[What you will do]: Counting only the lines below that contain the word "dead", what is the total? Give it with no other words.

====== Extracted material ======

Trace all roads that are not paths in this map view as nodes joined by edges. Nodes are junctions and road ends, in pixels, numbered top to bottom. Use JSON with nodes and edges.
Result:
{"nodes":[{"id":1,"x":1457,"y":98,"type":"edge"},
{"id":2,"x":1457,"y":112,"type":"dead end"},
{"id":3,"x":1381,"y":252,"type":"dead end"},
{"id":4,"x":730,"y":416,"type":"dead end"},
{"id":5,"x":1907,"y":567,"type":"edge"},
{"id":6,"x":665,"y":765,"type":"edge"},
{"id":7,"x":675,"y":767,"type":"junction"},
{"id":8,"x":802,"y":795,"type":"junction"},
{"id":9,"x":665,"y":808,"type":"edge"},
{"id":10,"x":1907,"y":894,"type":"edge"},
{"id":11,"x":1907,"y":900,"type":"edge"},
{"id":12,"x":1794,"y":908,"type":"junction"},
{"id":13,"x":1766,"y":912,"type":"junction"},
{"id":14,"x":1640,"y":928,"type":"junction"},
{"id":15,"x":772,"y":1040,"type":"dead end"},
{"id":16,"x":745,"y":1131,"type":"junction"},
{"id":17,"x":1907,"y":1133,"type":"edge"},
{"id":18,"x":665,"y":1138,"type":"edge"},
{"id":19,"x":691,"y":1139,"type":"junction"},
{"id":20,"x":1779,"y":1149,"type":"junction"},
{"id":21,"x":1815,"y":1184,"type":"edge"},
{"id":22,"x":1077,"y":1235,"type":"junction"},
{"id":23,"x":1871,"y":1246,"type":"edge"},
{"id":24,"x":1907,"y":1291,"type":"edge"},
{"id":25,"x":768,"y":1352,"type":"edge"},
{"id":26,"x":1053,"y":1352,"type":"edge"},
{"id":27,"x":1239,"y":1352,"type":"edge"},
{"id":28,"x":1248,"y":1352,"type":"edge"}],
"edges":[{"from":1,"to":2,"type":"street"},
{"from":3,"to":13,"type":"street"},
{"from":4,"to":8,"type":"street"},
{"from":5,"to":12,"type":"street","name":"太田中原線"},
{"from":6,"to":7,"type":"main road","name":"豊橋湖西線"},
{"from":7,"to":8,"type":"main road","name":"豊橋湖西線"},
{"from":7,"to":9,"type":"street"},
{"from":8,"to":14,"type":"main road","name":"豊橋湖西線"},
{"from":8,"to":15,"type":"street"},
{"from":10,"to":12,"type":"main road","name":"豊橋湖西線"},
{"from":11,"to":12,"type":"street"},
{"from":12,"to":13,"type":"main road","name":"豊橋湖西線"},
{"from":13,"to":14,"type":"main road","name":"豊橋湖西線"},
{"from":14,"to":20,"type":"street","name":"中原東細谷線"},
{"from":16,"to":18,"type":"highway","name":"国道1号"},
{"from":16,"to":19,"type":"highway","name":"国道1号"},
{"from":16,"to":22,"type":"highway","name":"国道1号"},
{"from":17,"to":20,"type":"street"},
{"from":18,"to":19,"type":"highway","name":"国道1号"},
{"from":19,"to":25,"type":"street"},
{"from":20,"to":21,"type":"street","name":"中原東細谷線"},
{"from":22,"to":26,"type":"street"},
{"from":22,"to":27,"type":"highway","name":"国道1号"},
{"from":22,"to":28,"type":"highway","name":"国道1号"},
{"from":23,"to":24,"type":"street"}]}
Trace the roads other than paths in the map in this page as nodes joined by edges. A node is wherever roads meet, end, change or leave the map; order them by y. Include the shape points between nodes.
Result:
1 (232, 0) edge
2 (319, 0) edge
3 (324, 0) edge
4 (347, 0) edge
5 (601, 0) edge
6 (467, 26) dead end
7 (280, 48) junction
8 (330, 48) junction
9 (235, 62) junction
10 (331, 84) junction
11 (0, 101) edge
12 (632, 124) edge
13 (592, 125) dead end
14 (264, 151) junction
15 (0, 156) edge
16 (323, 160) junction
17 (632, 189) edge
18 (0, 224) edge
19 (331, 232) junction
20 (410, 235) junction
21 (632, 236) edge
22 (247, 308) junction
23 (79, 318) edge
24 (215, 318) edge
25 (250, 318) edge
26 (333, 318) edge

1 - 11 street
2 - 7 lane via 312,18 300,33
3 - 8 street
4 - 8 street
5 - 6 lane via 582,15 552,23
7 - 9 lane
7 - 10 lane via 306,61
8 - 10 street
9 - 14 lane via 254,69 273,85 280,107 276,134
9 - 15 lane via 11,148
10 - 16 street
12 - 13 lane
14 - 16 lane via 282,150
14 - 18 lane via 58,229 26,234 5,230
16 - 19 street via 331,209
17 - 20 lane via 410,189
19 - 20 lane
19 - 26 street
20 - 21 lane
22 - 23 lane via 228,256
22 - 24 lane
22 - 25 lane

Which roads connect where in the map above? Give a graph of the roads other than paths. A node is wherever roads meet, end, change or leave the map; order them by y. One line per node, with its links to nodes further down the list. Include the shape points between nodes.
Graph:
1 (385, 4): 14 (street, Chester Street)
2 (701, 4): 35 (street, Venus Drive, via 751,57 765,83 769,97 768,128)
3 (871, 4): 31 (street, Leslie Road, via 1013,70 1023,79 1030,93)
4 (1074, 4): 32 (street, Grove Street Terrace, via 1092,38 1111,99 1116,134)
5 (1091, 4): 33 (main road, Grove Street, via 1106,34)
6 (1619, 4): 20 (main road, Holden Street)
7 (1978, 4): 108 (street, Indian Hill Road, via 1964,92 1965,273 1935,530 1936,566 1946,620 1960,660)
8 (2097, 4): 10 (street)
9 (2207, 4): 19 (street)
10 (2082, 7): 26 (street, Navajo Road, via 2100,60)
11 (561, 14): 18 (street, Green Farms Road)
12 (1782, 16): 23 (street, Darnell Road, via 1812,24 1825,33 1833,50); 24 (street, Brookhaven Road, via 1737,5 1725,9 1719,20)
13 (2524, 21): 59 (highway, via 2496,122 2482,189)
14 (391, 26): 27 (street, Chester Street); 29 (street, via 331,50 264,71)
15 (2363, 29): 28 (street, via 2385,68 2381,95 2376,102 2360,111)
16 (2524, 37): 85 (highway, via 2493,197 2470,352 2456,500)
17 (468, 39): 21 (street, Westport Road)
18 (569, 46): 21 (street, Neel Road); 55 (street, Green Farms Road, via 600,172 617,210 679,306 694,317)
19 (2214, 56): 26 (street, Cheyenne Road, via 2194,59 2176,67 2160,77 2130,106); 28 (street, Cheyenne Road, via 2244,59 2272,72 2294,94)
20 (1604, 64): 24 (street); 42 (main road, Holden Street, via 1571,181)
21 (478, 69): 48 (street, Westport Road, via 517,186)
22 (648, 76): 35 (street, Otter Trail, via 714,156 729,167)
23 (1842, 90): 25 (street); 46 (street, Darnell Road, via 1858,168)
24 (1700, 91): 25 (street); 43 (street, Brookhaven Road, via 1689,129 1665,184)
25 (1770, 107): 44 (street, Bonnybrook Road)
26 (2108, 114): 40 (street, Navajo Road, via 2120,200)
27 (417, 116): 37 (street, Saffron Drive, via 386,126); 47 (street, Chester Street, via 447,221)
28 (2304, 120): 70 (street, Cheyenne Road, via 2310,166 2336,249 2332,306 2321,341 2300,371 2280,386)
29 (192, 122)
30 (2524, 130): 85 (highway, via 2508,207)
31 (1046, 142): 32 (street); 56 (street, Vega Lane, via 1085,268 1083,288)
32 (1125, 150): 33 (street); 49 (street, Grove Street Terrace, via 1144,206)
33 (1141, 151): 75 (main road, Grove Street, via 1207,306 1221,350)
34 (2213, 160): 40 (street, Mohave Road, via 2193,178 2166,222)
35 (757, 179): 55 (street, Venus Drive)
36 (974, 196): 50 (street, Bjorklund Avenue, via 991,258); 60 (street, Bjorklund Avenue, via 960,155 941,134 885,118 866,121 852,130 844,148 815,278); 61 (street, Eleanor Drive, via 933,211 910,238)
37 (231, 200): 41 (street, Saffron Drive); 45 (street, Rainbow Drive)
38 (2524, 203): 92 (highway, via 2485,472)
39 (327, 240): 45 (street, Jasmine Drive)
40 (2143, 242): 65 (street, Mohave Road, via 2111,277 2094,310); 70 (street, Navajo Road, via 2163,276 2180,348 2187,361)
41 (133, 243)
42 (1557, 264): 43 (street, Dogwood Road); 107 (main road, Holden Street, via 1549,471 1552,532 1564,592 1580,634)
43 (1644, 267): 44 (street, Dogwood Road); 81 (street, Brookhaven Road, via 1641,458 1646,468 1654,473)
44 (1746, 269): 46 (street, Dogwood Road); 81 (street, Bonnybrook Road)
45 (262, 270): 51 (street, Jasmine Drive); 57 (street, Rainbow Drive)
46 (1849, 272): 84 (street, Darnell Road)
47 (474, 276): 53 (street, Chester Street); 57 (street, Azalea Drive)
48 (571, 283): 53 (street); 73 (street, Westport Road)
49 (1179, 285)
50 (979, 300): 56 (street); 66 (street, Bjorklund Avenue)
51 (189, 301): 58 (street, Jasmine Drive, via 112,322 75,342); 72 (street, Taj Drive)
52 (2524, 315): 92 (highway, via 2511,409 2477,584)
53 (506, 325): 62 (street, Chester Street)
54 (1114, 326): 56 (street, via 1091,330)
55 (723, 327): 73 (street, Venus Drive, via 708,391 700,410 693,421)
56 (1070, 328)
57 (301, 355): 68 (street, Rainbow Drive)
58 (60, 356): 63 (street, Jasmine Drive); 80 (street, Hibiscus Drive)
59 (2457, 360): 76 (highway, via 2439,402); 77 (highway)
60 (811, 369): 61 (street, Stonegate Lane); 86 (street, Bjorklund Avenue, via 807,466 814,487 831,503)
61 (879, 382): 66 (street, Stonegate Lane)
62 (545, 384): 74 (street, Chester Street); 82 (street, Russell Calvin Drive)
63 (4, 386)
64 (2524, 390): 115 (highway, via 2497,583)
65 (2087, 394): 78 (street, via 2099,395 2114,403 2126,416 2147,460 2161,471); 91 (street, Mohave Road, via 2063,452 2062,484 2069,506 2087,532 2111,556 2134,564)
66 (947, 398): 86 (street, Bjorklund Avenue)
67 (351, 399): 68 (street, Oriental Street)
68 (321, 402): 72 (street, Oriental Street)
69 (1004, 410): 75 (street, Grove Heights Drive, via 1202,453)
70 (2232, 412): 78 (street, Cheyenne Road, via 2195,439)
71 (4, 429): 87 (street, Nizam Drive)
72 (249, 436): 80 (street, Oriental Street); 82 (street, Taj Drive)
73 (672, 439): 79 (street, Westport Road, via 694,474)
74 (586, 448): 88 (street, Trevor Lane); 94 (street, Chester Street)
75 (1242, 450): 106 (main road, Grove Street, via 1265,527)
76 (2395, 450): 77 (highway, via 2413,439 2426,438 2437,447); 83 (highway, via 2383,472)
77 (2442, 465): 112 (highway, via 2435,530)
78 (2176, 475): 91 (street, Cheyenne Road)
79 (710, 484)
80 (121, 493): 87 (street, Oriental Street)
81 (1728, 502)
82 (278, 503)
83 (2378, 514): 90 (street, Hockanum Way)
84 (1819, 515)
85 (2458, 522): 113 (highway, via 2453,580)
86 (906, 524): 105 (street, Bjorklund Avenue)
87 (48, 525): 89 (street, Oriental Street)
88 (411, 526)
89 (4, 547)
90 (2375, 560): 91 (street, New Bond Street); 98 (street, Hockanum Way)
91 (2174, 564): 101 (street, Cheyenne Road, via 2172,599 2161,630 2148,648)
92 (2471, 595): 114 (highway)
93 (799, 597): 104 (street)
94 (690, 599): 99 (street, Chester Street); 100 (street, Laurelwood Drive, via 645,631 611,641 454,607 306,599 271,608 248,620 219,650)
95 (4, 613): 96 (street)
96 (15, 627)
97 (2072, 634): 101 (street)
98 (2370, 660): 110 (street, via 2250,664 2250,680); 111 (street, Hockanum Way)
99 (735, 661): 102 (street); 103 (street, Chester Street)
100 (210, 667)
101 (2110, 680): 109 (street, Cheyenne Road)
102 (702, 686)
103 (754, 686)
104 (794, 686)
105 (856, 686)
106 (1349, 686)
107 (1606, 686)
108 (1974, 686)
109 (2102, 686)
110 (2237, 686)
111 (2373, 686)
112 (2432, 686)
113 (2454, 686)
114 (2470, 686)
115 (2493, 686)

======

[Solution for this exercise]: 6